Bueno amigos, subo un pequeño reportaje sobre las Efímeras, es un pequeño insecto del orden Ephemeroptera, lo encontré en una pared y me llamó la atención una de sus características, las alas las tienen en vertical, estos insectos mantienen las alas juntas por encima de su cuerpo.
Las efímeras son insectos acuáticos, las hembras ponen los huevos en el agua, la prefieren limpia, fresca y este puede ser el motivo de mi encuentro con ellas.









Un saludo, Francisco.

----------


## frfmfrfm

Subo algunas fotos más.





Las alas.





Un saludo, Francisco.

----------


## frfmfrfm

Bueno amigos si pensabais que este tema había acabado, como dicen los modernos error ! no se me ocurrió otra cosa que presionar el abdomen de la efímera y aquí está el resultado.

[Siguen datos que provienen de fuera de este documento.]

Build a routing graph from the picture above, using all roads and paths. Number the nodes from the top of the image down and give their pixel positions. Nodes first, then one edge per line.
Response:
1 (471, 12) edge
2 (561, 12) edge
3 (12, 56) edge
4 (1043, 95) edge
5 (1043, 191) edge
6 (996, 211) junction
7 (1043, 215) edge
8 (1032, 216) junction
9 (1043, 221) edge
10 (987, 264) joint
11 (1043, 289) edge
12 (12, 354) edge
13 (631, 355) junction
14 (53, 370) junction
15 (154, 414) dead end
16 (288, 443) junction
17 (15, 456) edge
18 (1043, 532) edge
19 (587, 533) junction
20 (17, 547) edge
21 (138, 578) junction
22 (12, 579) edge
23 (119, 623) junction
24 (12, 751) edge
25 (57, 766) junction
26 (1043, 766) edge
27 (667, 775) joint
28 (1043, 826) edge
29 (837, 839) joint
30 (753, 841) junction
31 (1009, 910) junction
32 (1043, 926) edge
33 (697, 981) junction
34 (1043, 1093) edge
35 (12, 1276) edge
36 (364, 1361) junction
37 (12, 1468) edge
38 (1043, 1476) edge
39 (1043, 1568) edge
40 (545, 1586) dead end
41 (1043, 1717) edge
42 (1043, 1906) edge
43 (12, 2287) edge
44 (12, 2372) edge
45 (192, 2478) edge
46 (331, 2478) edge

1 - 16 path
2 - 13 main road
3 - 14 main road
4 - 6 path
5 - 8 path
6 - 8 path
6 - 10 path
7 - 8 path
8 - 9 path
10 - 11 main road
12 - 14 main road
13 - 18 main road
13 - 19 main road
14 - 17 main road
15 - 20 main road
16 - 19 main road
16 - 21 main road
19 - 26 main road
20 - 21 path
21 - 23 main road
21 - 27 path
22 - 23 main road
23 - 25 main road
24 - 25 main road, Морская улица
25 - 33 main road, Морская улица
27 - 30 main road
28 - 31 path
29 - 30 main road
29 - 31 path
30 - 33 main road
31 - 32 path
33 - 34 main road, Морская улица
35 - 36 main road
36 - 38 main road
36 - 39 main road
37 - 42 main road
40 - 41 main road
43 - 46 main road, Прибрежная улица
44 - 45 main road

Efectivamente, es una puesta de huevos que esperaba ser introducidas en un charco de agua para una nueva generación de Efímeras.
Un saludo, Francisco.

----------


## frfmfrfm

Bueno amigos, como tuve tiempo de realizar un vídeo, quien me iba a decir a mi que podría ver este espectáculo cuando cogi la efímera en la pared, bueno para decir mejor aquel bicho, no sabia en un principio ni como se llamaba. Parece ser que hemos avanzado mucho desde aquella captura.

El vídeo.




Un saludo, Francisco.

----------


## embalses al 100%

Espectacular, paisano. Me encanta esto. 
Muchas gracias por compartirlo con todos  :Smile: .

----------